* Exercise directions: An exact copy of each record is required.

Dataset entries:
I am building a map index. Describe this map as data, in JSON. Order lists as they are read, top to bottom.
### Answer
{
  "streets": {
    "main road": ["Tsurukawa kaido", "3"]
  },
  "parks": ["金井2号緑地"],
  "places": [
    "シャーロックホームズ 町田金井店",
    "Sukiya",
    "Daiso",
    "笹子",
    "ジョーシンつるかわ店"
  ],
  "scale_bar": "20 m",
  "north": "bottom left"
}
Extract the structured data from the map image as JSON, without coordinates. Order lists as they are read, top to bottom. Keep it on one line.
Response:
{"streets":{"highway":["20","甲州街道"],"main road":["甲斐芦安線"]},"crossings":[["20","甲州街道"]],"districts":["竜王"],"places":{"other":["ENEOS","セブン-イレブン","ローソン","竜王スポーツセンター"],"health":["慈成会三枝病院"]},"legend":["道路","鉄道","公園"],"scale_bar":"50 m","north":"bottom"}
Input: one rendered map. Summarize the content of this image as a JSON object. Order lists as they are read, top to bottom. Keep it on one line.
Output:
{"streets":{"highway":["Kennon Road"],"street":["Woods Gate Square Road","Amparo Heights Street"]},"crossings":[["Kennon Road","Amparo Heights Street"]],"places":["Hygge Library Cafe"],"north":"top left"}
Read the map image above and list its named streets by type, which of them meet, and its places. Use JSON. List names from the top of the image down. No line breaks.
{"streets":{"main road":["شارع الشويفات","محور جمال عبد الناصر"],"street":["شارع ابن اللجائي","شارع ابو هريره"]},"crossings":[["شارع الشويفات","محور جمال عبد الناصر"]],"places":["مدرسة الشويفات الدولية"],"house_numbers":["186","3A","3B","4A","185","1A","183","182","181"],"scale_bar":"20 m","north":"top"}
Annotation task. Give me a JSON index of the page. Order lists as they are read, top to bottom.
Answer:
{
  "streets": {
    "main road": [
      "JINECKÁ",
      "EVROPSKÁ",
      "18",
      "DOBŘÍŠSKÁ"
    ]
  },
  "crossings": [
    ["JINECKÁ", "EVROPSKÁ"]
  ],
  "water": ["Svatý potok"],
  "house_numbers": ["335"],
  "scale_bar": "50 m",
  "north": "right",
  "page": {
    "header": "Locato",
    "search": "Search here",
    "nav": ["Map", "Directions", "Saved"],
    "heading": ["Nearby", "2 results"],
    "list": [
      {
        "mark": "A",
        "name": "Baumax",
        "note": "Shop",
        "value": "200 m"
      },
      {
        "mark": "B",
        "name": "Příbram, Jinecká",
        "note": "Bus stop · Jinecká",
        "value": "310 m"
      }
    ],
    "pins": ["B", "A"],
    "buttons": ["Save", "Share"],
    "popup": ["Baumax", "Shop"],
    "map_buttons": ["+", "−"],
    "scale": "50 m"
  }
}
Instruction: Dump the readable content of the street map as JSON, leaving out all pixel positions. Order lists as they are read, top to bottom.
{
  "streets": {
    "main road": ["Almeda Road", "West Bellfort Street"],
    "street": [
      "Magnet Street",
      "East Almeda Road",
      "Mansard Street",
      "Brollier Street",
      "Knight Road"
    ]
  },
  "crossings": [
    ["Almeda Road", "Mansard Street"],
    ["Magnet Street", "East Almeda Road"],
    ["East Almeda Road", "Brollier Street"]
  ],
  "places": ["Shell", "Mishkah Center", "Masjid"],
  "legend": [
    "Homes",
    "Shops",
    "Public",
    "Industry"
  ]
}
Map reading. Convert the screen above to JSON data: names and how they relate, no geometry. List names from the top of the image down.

* Result for this exercise:
I am building a map index. Describe this map as data, in JSON. Order lists as they are read, top to bottom.
### Answer
{
  "streets": {
    "main road": ["Tsurukawa kaido", "3"]
  },
  "parks": ["金井2号緑地"],
  "places": [
    "シャーロックホームズ 町田金井店",
    "Sukiya",
    "Daiso",
    "笹子",
    "ジョーシンつるかわ店"
  ],
  "scale_bar": "20 m",
  "north": "bottom left"
}
Extract the structured data from the map image as JSON, without coordinates. Order lists as they are read, top to bottom. Keep it on one line.
Response:
{"streets":{"highway":["20","甲州街道"],"main road":["甲斐芦安線"]},"crossings":[["20","甲州街道"]],"districts":["竜王"],"places":{"other":["ENEOS","セブン-イレブン","ローソン","竜王スポーツセンター"],"health":["慈成会三枝病院"]},"legend":["道路","鉄道","公園"],"scale_bar":"50 m","north":"bottom"}
Input: one rendered map. Summarize the content of this image as a JSON object. Order lists as they are read, top to bottom. Keep it on one line.
Output:
{"streets":{"highway":["Kennon Road"],"street":["Woods Gate Square Road","Amparo Heights Street"]},"crossings":[["Kennon Road","Amparo Heights Street"]],"places":["Hygge Library Cafe"],"north":"top left"}
Read the map image above and list its named streets by type, which of them meet, and its places. Use JSON. List names from the top of the image down. No line breaks.
{"streets":{"main road":["شارع الشويفات","محور جمال عبد الناصر"],"street":["شارع ابن اللجائي","شارع ابو هريره"]},"crossings":[["شارع الشويفات","محور جمال عبد الناصر"]],"places":["مدرسة الشويفات الدولية"],"house_numbers":["186","3A","3B","4A","185","1A","183","182","181"],"scale_bar":"20 m","north":"top"}
Annotation task. Give me a JSON index of the page. Order lists as they are read, top to bottom.
Answer:
{
  "streets": {
    "main road": [
      "JINECKÁ",
      "EVROPSKÁ",
      "18",
      "DOBŘÍŠSKÁ"
    ]
  },
  "crossings": [
    ["JINECKÁ", "EVROPSKÁ"]
  ],
  "water": ["Svatý potok"],
  "house_numbers": ["335"],
  "scale_bar": "50 m",
  "north": "right",
  "page": {
    "header": "Locato",
    "search": "Search here",
    "nav": ["Map", "Directions", "Saved"],
    "heading": ["Nearby", "2 results"],
    "list": [
      {
        "mark": "A",
        "name": "Baumax",
        "note": "Shop",
        "value": "200 m"
      },
      {
        "mark": "B",
        "name": "Příbram, Jinecká",
        "note": "Bus stop · Jinecká",
        "value": "310 m"
      }
    ],
    "pins": ["B", "A"],
    "buttons": ["Save", "Share"],
    "popup": ["Baumax", "Shop"],
    "map_buttons": ["+", "−"],
    "scale": "50 m"
  }
}
Instruction: Dump the readable content of the street map as JSON, leaving out all pixel positions. Order lists as they are read, top to bottom.
{
  "streets": {
    "main road": ["Almeda Road", "West Bellfort Street"],
    "street": [
      "Magnet Street",
      "East Almeda Road",
      "Mansard Street",
      "Brollier Street",
      "Knight Road"
    ]
  },
  "crossings": [
    ["Almeda Road", "Mansard Street"],
    ["Magnet Street", "East Almeda Road"],
    ["East Almeda Road", "Brollier Street"]
  ],
  "places": ["Shell", "Mishkah Center", "Masjid"],
  "legend": [
    "Homes",
    "Shops",
    "Public",
    "Industry"
  ]
}
Map reading. Convert the screen above to JSON data: names and how they relate, no geometry. List names from the top of the image down.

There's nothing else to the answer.